The adult life gleaned in Pariah—as in real life—is one of a homogenized and heterosexual lifestyle in a constant state of unison. It may tolerate male philandering but it hasn’t caught up to homosexuality yet. Alike leaves home fully aware of this and neither parent is strong or brave enough to stop her. They have, with or without reason, based on your own judgment, their own struggles to deal with. You see, they too are caught up in a different time-warp which no one else seemingly can understand or reach out to’s just that they have no alternative destination to escape to.

6. Djanjo Unchained:

Tarantino’s controversial slavery epic somehow manages to engage yet stimulate viewers while pulling in the cash at the box office. What makes it remarkable though---even though it is very flawed—is the willingness to explore the murky side of racist pasts and the revenge fantasies of many, all wrapped up with some spectacular performances. Leonardo DiCaprio and Samuel L. Jackson especially bristle with venom and humour but nothing tops the hilarious KKK meeting that breaks up in dispute over ill-fitted hoods.

7. Moonrise Kingdom:

perhaps the biggest disappointment with the Oscar nominations last month was the sole nod for West Anderson’s quirky Moonrise Kingdom.
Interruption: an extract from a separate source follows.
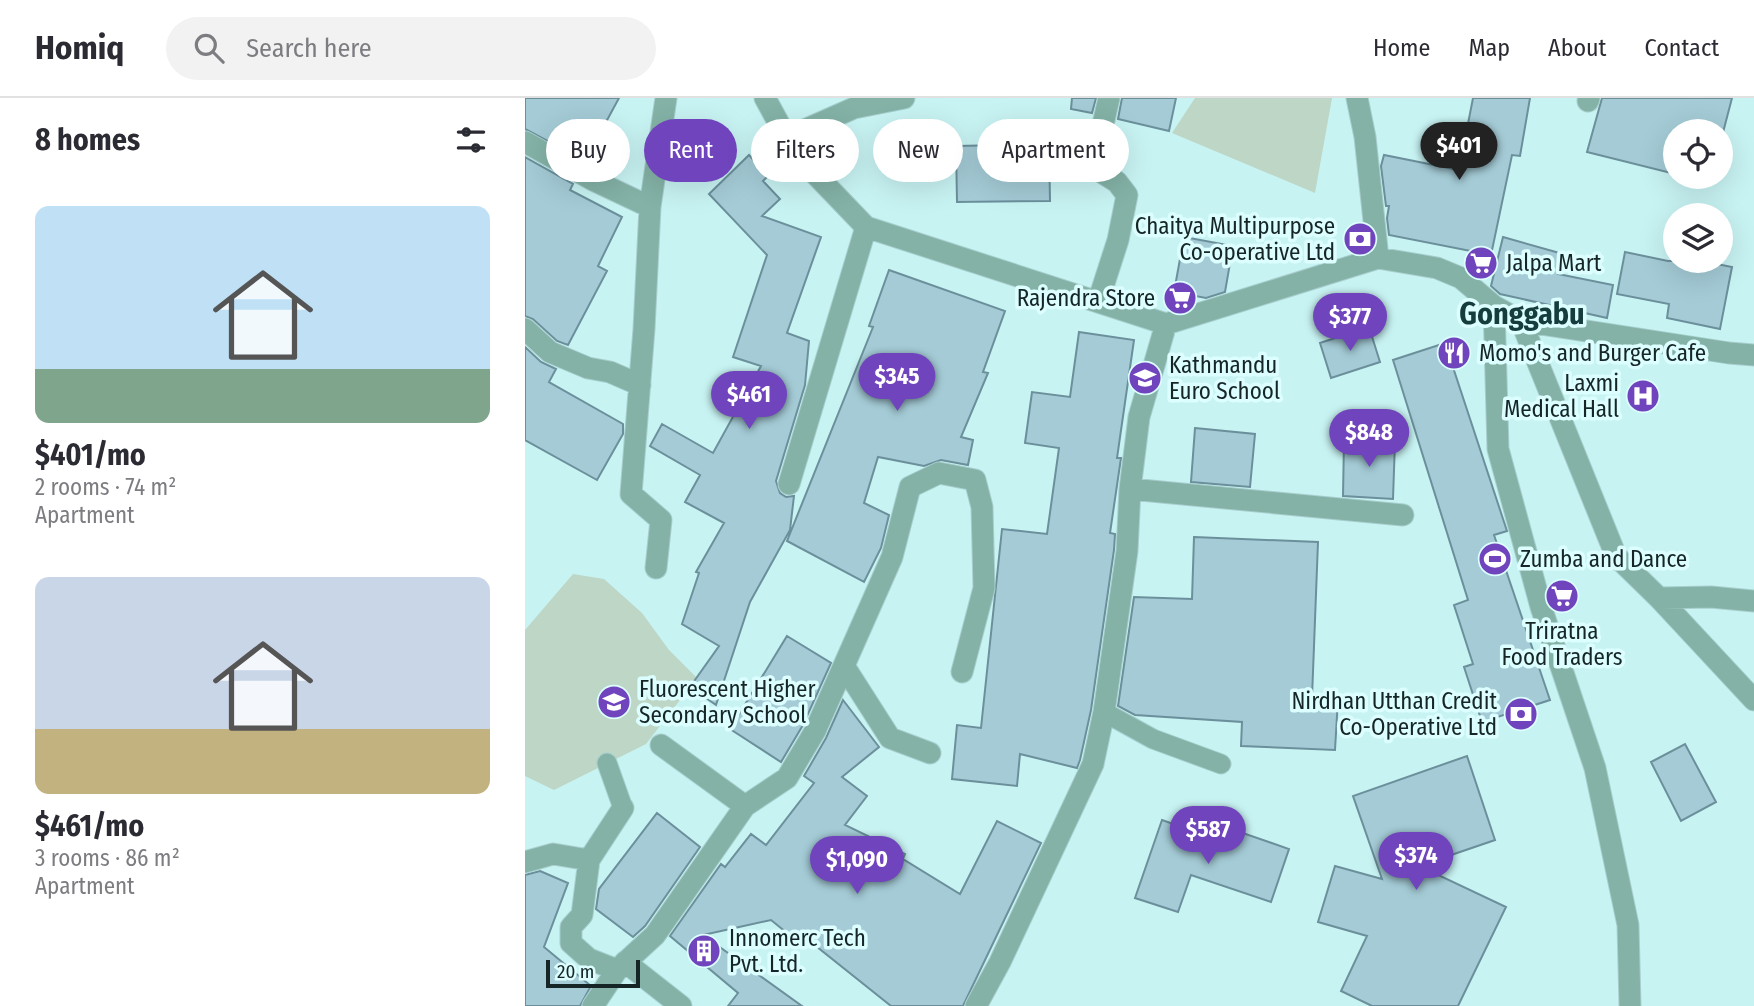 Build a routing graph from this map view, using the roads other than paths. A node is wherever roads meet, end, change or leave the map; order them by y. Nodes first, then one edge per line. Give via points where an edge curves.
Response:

Sure enough, it’s a trademark effort from him but with each film, Anderson is getting darker and darker with his examination of life. Though the love interest story here is between two youngsters, Anderson has aged them with maturity beyond their years, which leads to a type of satire unto itself, the type he’s pulling off in his sleep and adults are yet to catch up to.

8. Unforgivable:

a craggy old crime writer wins and losses all the important women around him in Venice, all the while heavily questioning the lush life around him. As only European directors seem capable of doing, Andre Techine lifts the veil of sophisticated life to examine the suspicious truths: lurking between lovers are hidden pasts and insecurities that never get overcome. Francis’ (Andre Dussollier) love for feminine beauty costs him a lot in Unforgivable but he finally learns redemption as well.

9. Holy Motors:

dystopian look at the ever changing state of actor to art, audience to expectancy. Leos Carax’s film remains dry and brilliantly maddening yet its existential points zip by, connecting dots that you may or may not see coming. True, it asks a bit too much of its audience but what is the point of art if it can’t question the viewer? Denis Lavant gives a disturbing, totally compelling turn as the main actor we follow around his many roles, immersed so deeply that at times one loses sight of the fact that this is all acting .

10. Elena:

a Russian housewife must choose between her husband and son in this subtle drama of will and family allegiances. Elena (Nadezhda Markina) lives a plain life in fear of her husband Vladimir and fearful for her son, Sergey. The film delves the issue of dependency on several levels: mother-son, father-daughter, etc with only the cunning children understanding the buttons being pushed. Both parents, getting on in age and weary of each other, will themselves to ignore personal plights to criticize the other until the final, desperate act shatters them all forever.